Il est scandaleux que Shell, qui veut aujourd’hui gagner la confiance du monde entier afin de pouvoir forer dans l’Arctique, n’ait pas appliqué comme il se devait les conseils des experts des Nations unies sur la gestion des fuites d’hydrocarbures après tout ce temps.
Mark Dummett, spécialiste de la responsabilité des entreprises en matière de droits humains à Amnesty International
« L’initiative du président Buhari sera vouée à l’échec et les Ogonis continueront de souffrir tant que l’entreprise Shell ne modifiera pas profondément la manière dont elle conçoit le nettoyage des nappes de pétrole. »
La création du fonds fiduciaire était l’une des recommandations essentielles du Programme des Nations unies pour l’environnement (PNUE), qui a publié une étude sur la pollution aux hydrocarbures en pays ogoni il y a quatre ans. Le PNUE appelait aussi Shell à revoir de toute urgence ses méthodes de nettoyage, y compris à réduire fortement son temps de réaction.
Cependant, les spécialistes d’Amnesty International enquêtant sur les sites concernés au mois d’août ont découvert du pétrole sur le sol et dans des étendues d’eau voisines alors que des sous-traitants de Shell auraient récemment procédé à une dépollution.
Le fonds sera supervisé par des représentants des Ogonis, des Nations unies, des compagnies pétrolières présentes au Nigeria et du gouvernement nigérian. Selon les pouvoirs publics, les « parties intéressées » effectueront un versement initial de 10 millions de dollars mais on ignore de quelles « parties » il s’agit.
Ce montant est bien inférieur au milliard de dollars qui, selon le PNUE, serait nécessaire pour couvrir les cinq premières années d’une opération de nettoyage qui pourrait en prendre 30. À l’issue de son étude, le PNUE a recommandé que les contributions proviennent à la fois du secteur pétrolier et du gouvernement nigérian.
« Des fuites d’hydrocarbures ravagent le pays ogoni depuis des années et les opérations de nettoyage de Shell ont été totalement inefficaces, a déclaré Mark Dummett.
« En 2011, le PNUE a pointé du doigt de nombreux problèmes graves dans les méthodes de nettoyage adoptées par Shell sur les sites pétroliers.
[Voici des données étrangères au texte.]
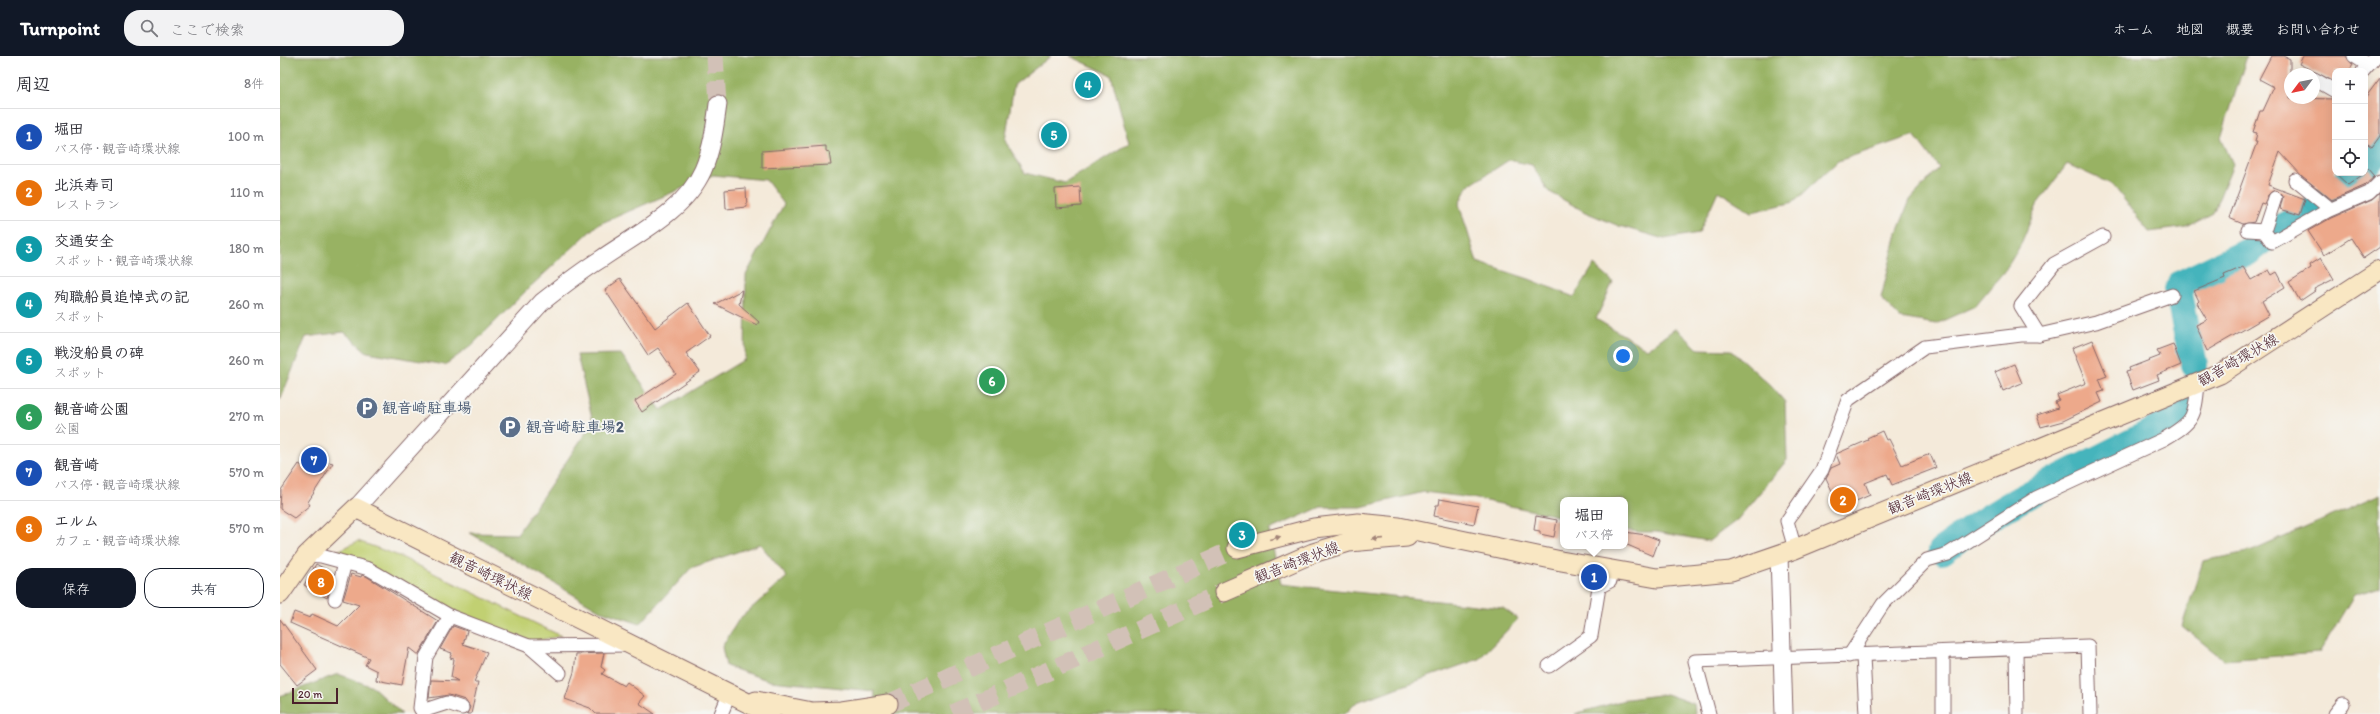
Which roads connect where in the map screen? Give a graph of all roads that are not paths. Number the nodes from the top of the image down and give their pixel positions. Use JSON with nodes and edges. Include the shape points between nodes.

Nous nous sommes rendus sur plusieurs sites et avons constaté une pollution aux hydrocarbures tout autour. D’après ce que nous avons vu, les choses n’ont pas tellement changé. »
Complément d’information
Dans un communiqué de presse rendu public mercredi 5 août, les autorités nigérianes ont indiqué que le président Buhari avait « approuvé plusieurs mesures visant à accélérer l’application retardée de longue date » du rapport du PNUE, y compris la création du fonds.
La mise en place du fonds était l’une des principales demandes des organisations nigérianes et internationales, y compris Amnesty International, qui ont adressé une lettre conjointe au président Buhari pour lui demander de prendre des mesures le 4 août 2015, soit quatre ans après la publication du rapport du PNUE.
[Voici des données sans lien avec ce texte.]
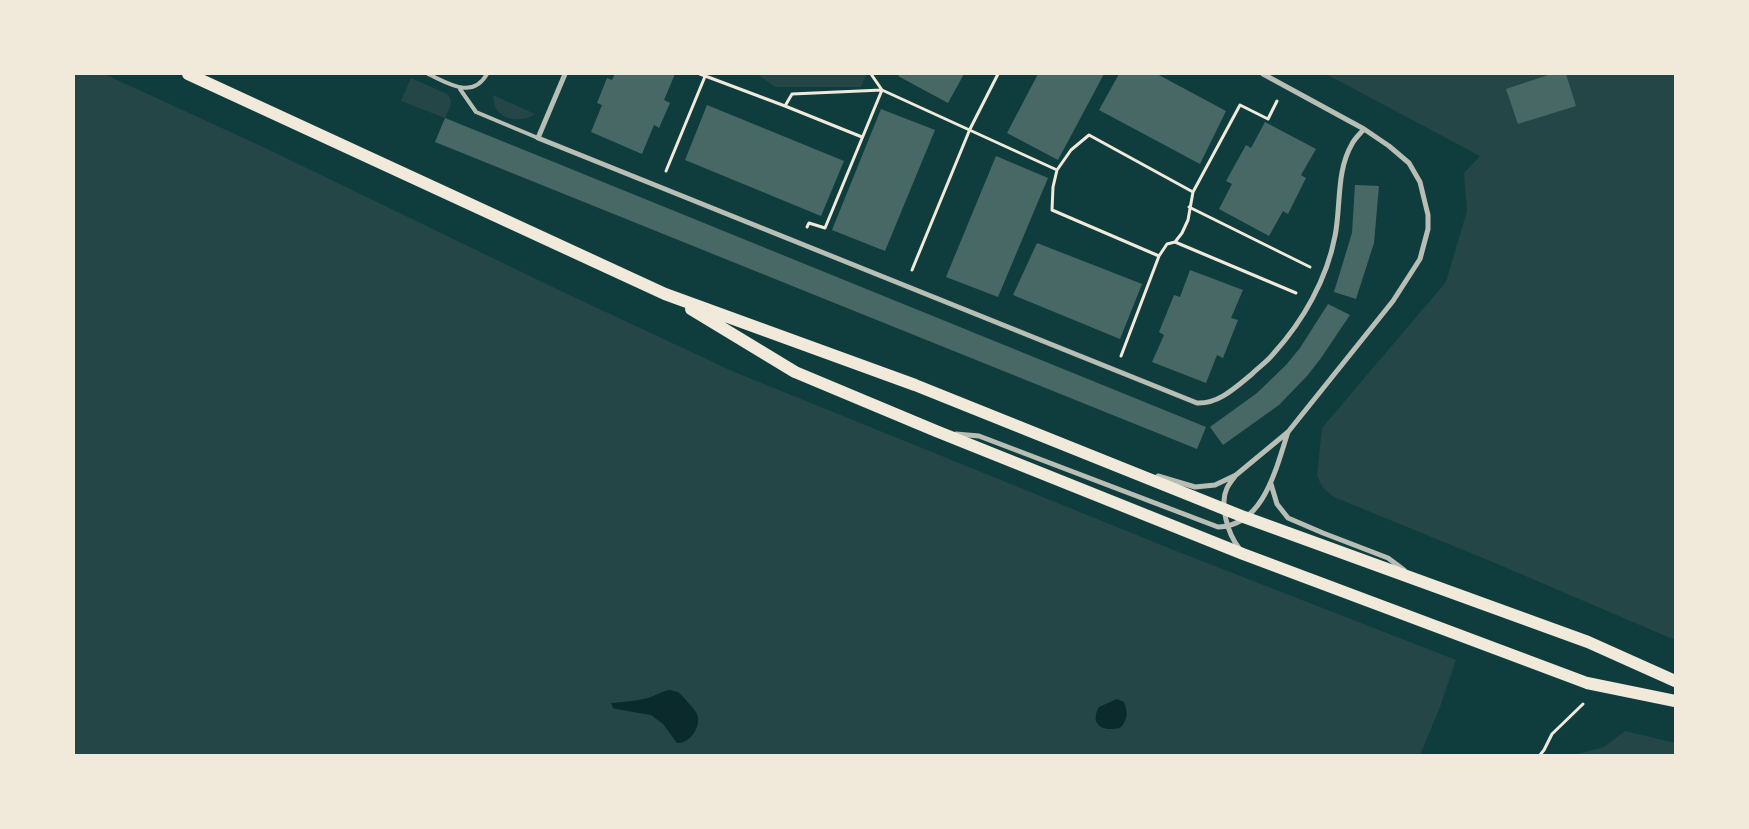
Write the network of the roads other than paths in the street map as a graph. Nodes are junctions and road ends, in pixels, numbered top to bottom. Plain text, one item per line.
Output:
1 (188, 74) edge
2 (428, 74) edge
3 (487, 74) edge
4 (565, 74) edge
5 (1263, 74) edge
6 (460, 89) junction
7 (1364, 129) junction
8 (538, 138) junction
9 (665, 294) junction
10 (936, 431) junction
11 (1288, 432) junction
12 (1109, 463) junction
13 (1236, 475) junction
14 (1271, 484) junction
15 (1224, 508) junction
16 (1244, 517) junction
17 (1228, 527) junction
18 (1243, 554) junction
19 (1419, 580) junction
20 (1675, 681) edge
21 (1675, 701) edge

1 - 9 main road
2 - 6 lane
3 - 6 lane
4 - 8 street
5 - 7 street
6 - 8 lane
7 - 8 street
7 - 11 street
9 - 10 main road
9 - 12 main road
10 - 17 street
10 - 18 main road
11 - 13 street
11 - 14 street
12 - 13 street
12 - 15 main road
13 - 15 street
14 - 16 street
14 - 19 street
15 - 16 main road
15 - 17 street
16 - 17 street
16 - 19 main road
17 - 18 street
18 - 21 main road
19 - 20 main road

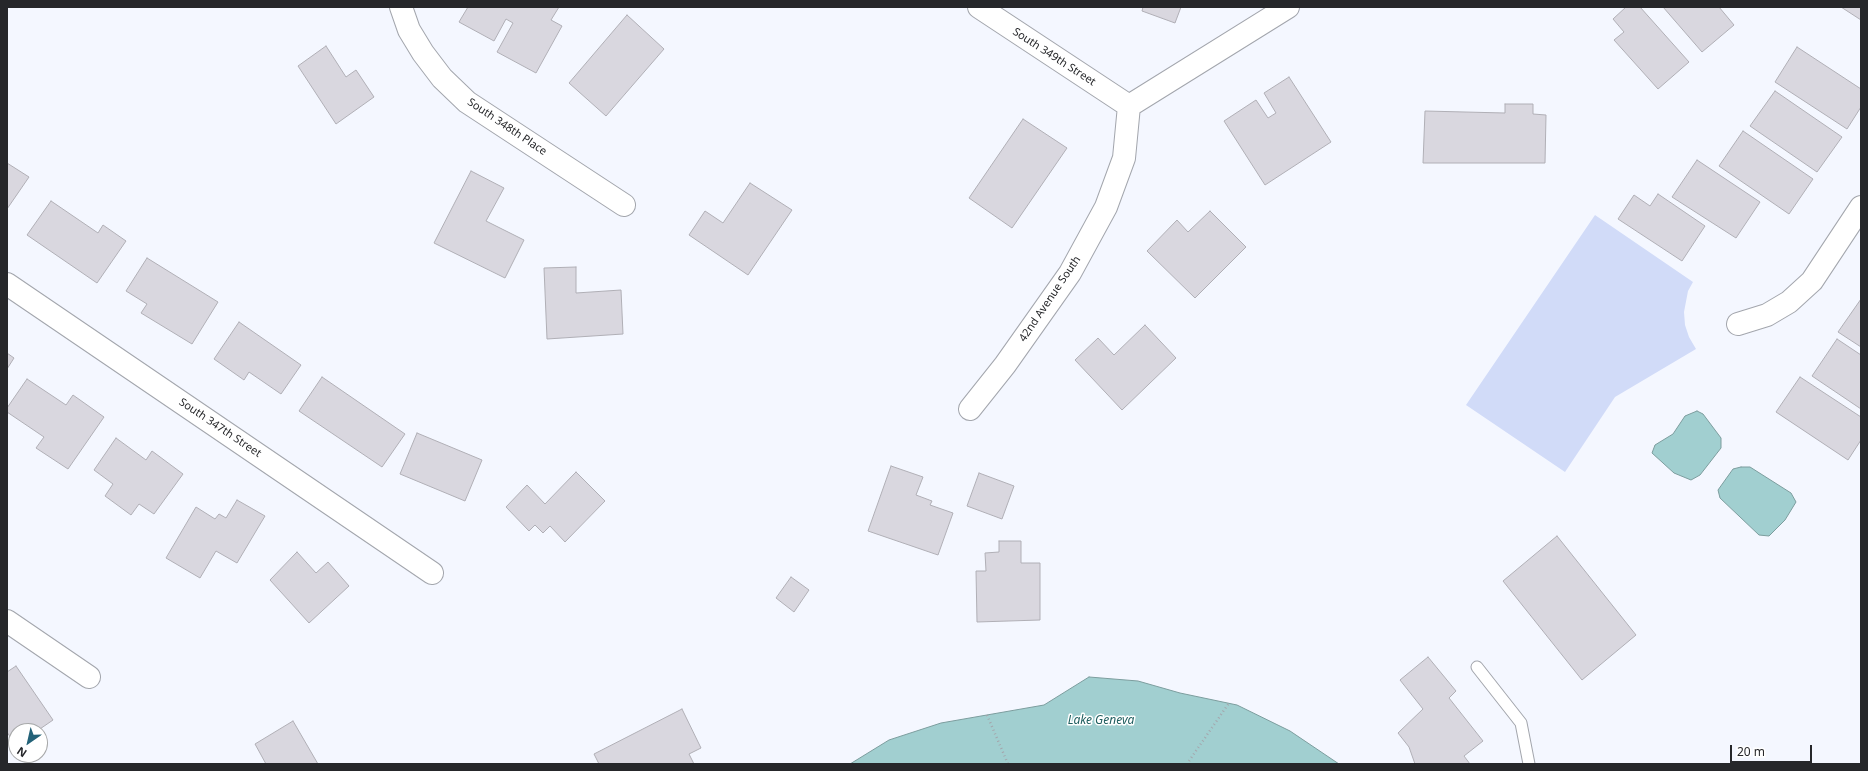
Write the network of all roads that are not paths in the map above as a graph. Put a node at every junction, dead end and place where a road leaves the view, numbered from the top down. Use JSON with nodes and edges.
{"nodes":[{"id":1,"x":401,"y":7,"type":"edge"},
{"id":2,"x":979,"y":7,"type":"edge"},
{"id":3,"x":1288,"y":7,"type":"edge"},
{"id":4,"x":1129,"y":106,"type":"junction"},
{"id":5,"x":624,"y":205,"type":"dead end"},
{"id":6,"x":1861,"y":207,"type":"edge"},
{"id":7,"x":7,"y":284,"type":"edge"},
{"id":8,"x":1738,"y":324,"type":"dead end"},
{"id":9,"x":970,"y":409,"type":"dead end"},
{"id":10,"x":432,"y":572,"type":"dead end"},
{"id":11,"x":7,"y":621,"type":"edge"},
{"id":12,"x":1477,"y":667,"type":"dead end"},
{"id":13,"x":89,"y":677,"type":"dead end"},
{"id":14,"x":1529,"y":764,"type":"edge"}],
"edges":[{"from":1,"to":5,"type":"street","name":"South 348th Place"},
{"from":2,"to":4,"type":"street","name":"South 349th Street"},
{"from":3,"to":4,"type":"street"},
{"from":4,"to":9,"type":"street","name":"42nd Avenue South"},
{"from":6,"to":8,"type":"street"},
{"from":7,"to":10,"type":"street","name":"South 347th Street"},
{"from":11,"to":13,"type":"street"},
{"from":12,"to":14,"type":"lane"}]}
Shell a dû quitter le pays ogoni en 1993 mais ses oléoducs sont toujours en place et l’entreprise est responsable de leurs fuites.
Outre le pays ogoni, d’autres parties du delta du Niger sont touchées par la pollution aux hydrocarbures. Royal Dutch Shell et l’ENI, géant italien de l’énergie, ont admis qu’il y avait eu plus de 550 fuites de pétrole dans le delta du Niger l’an dernier, selon une analyse menée par Amnesty International sur les statistiques les plus récentes fournies par ces entreprises. À titre de comparaison, il n’y a eu en moyenne que 10 déversements par an à travers toute l’Europe entre 1971 et 2011.